(Instructions to follow)
For each line in the data below that has the word "Give", copy that line.

(Input data)
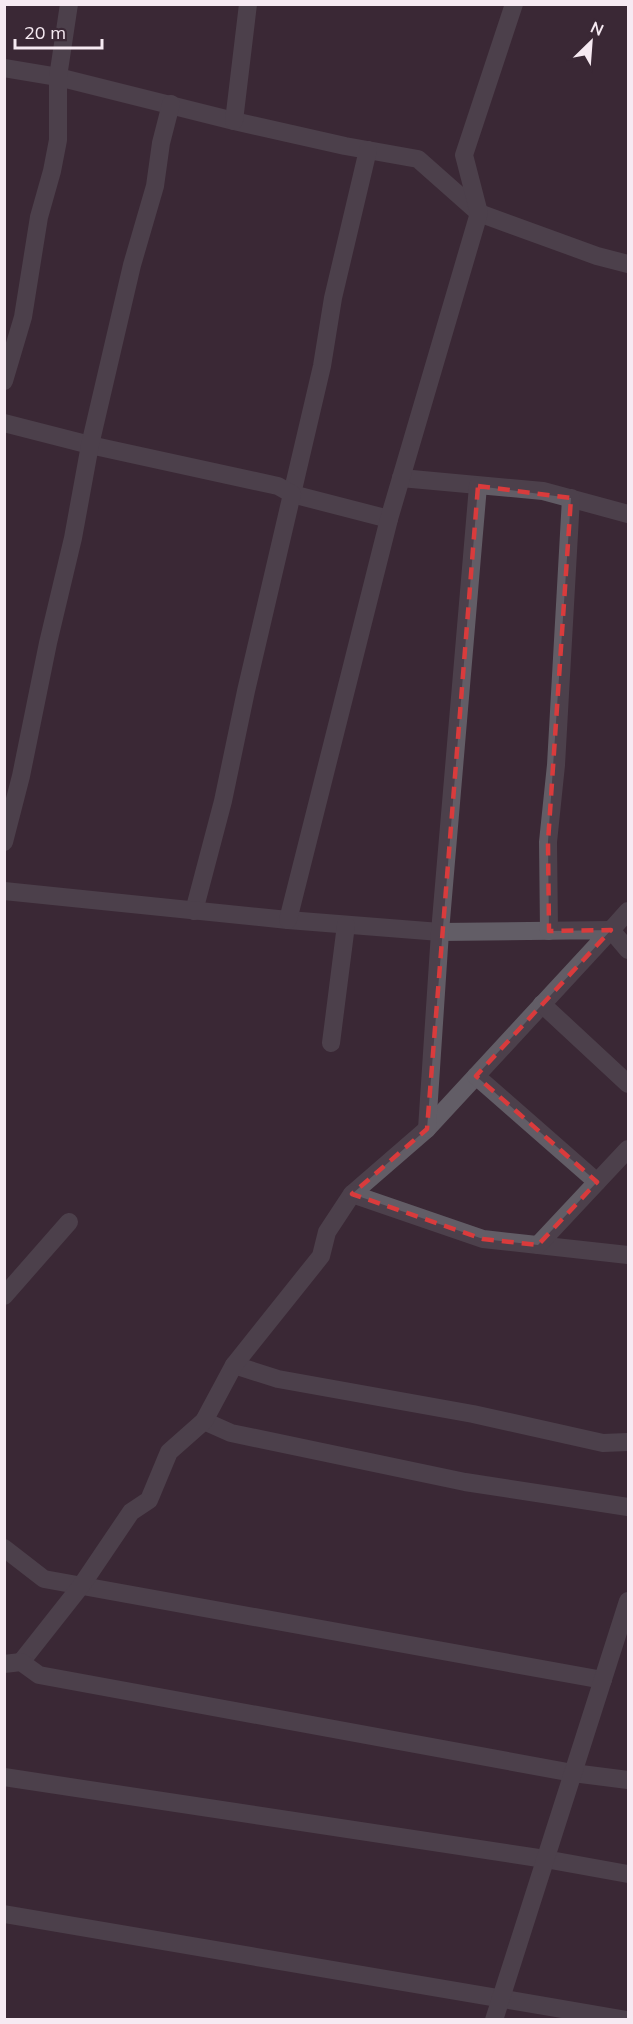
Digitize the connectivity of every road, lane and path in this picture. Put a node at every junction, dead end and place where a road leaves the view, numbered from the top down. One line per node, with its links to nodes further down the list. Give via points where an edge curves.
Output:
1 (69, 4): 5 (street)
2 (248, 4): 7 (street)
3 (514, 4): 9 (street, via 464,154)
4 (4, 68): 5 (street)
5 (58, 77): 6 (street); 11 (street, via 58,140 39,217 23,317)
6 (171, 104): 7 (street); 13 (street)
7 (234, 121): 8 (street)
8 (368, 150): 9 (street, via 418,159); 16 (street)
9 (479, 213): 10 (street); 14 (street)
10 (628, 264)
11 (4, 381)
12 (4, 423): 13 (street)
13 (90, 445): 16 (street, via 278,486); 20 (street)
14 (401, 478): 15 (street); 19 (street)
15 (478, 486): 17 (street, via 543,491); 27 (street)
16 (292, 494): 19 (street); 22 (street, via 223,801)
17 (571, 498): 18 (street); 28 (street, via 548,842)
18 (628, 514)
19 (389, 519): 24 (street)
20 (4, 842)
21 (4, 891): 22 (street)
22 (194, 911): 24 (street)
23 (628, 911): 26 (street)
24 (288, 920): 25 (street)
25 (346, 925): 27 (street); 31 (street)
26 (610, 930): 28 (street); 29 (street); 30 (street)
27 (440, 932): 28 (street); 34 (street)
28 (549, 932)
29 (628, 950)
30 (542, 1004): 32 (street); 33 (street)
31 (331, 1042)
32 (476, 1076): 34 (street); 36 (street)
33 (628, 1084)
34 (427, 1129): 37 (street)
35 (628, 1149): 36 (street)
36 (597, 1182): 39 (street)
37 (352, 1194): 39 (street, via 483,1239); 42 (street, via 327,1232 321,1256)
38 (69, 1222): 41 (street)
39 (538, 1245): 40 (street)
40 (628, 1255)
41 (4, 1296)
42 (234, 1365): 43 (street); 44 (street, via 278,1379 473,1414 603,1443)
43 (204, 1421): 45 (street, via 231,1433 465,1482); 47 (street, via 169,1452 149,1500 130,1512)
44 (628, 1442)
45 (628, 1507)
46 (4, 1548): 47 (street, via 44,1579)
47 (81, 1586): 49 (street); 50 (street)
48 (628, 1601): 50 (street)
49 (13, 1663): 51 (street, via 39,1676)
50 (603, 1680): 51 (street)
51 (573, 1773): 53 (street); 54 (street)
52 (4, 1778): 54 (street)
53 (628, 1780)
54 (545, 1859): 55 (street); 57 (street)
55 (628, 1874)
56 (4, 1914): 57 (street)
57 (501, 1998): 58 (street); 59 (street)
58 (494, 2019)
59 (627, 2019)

--

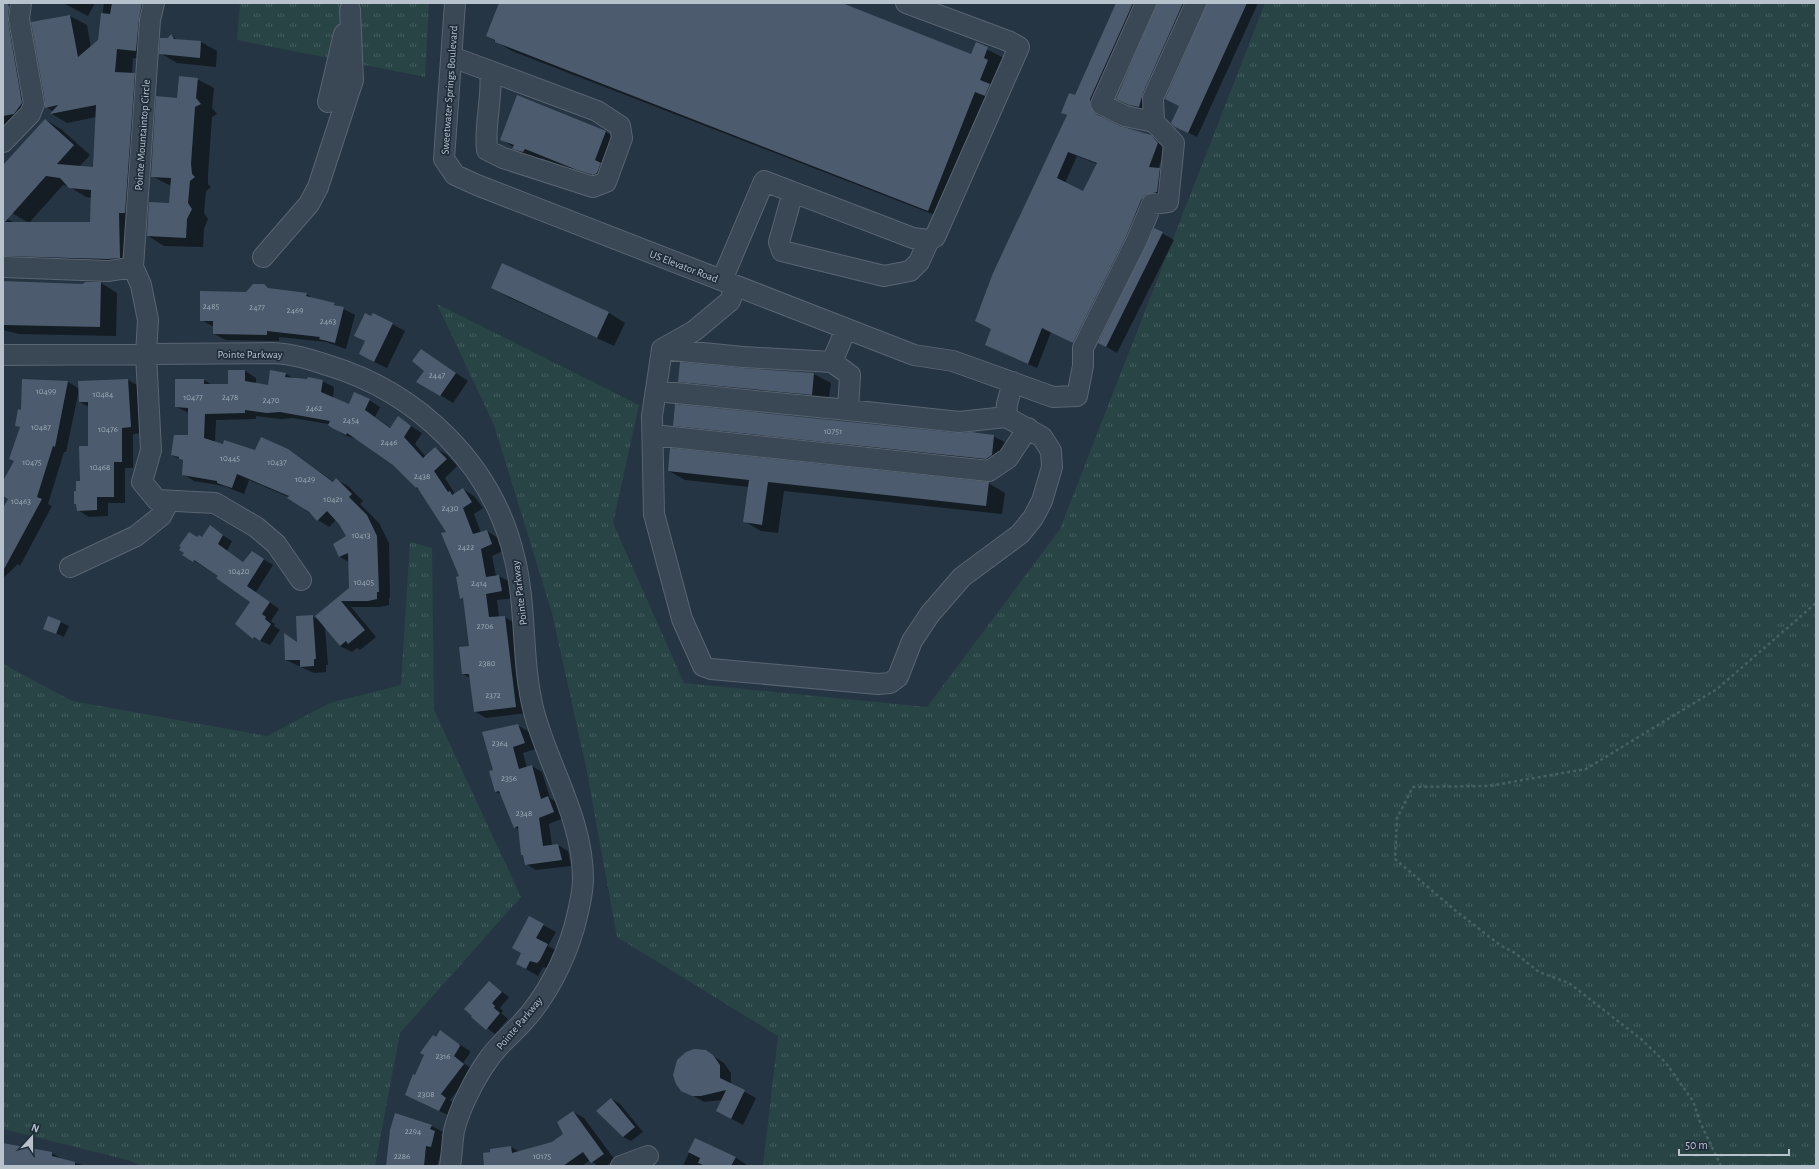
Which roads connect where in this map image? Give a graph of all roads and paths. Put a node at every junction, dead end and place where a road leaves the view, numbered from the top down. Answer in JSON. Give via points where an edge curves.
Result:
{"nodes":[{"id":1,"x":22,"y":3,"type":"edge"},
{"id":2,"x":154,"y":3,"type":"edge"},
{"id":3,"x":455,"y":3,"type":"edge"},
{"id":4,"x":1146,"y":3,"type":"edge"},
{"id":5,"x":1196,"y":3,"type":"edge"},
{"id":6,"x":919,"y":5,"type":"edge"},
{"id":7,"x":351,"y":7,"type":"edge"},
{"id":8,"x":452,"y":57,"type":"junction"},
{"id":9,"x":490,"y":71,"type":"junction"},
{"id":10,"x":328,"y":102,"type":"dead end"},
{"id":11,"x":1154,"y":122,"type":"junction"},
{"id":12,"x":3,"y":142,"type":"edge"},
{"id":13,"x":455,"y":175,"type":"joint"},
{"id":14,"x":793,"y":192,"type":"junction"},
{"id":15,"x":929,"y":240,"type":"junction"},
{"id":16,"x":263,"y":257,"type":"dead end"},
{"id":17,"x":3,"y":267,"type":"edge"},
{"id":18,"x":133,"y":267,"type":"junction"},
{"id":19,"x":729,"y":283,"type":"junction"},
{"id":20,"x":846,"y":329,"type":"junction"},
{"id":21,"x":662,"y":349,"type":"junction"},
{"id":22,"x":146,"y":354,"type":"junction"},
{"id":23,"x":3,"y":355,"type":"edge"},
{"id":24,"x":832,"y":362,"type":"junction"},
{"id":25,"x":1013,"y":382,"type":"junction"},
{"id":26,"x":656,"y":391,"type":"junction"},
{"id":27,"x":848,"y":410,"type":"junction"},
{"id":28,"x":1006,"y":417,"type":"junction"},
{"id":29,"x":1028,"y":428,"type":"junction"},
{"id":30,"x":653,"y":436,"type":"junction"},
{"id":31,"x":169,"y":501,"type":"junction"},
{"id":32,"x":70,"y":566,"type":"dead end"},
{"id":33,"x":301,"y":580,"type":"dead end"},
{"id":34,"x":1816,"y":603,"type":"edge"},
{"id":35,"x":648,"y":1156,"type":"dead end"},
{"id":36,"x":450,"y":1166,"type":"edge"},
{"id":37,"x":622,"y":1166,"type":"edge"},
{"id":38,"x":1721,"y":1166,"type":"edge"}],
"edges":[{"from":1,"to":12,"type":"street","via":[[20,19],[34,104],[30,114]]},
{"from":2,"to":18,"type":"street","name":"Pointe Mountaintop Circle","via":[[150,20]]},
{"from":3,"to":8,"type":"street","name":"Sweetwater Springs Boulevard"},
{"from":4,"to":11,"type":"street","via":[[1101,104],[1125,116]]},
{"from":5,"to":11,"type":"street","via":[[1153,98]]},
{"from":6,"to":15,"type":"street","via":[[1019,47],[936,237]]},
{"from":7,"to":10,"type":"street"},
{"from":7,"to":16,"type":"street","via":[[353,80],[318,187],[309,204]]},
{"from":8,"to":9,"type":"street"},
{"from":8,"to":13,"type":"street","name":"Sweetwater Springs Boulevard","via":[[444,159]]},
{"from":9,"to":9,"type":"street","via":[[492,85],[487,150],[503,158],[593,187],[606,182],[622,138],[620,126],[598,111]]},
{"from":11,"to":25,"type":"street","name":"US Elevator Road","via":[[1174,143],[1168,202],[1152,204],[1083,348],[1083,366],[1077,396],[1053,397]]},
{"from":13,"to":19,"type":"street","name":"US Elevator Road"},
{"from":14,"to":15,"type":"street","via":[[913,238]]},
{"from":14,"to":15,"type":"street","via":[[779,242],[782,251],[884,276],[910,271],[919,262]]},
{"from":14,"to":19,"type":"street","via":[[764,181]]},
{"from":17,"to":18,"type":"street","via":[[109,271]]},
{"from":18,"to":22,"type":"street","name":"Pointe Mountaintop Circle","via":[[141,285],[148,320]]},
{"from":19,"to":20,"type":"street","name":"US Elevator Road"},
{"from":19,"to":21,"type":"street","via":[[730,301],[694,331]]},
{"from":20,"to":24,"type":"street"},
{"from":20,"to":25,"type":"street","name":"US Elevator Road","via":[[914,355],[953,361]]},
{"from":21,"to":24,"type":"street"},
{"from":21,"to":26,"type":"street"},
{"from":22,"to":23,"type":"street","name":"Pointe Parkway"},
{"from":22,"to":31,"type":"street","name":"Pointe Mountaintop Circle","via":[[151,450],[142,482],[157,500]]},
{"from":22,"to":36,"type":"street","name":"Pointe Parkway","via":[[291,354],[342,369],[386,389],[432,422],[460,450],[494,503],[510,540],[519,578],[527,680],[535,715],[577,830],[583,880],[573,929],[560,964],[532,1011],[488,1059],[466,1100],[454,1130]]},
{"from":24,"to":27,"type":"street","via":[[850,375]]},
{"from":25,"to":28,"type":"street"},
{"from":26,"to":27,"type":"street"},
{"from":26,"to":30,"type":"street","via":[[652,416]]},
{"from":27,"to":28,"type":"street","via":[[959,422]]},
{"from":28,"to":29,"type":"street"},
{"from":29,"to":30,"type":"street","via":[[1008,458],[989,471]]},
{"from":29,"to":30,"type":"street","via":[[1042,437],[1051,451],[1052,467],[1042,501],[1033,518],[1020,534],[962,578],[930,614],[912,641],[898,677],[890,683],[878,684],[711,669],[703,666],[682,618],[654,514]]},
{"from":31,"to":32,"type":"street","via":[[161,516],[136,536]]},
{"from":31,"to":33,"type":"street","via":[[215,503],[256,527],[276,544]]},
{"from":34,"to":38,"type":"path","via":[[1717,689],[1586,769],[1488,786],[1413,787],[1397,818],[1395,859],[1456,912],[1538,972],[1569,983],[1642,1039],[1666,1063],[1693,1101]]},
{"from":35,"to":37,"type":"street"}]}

(Problem solution)
Digitize the connectivity of every road, lane and path in this picture. Put a node at every junction, dead end and place where a road leaves the view, numbered from the top down. One line per node, with its links to nodes further down the list. Give via points where an edge curves.
Which roads connect where in this map image? Give a graph of all roads and paths. Put a node at every junction, dead end and place where a road leaves the view, numbered from the top down. Answer in JSON. Give via points where an edge curves.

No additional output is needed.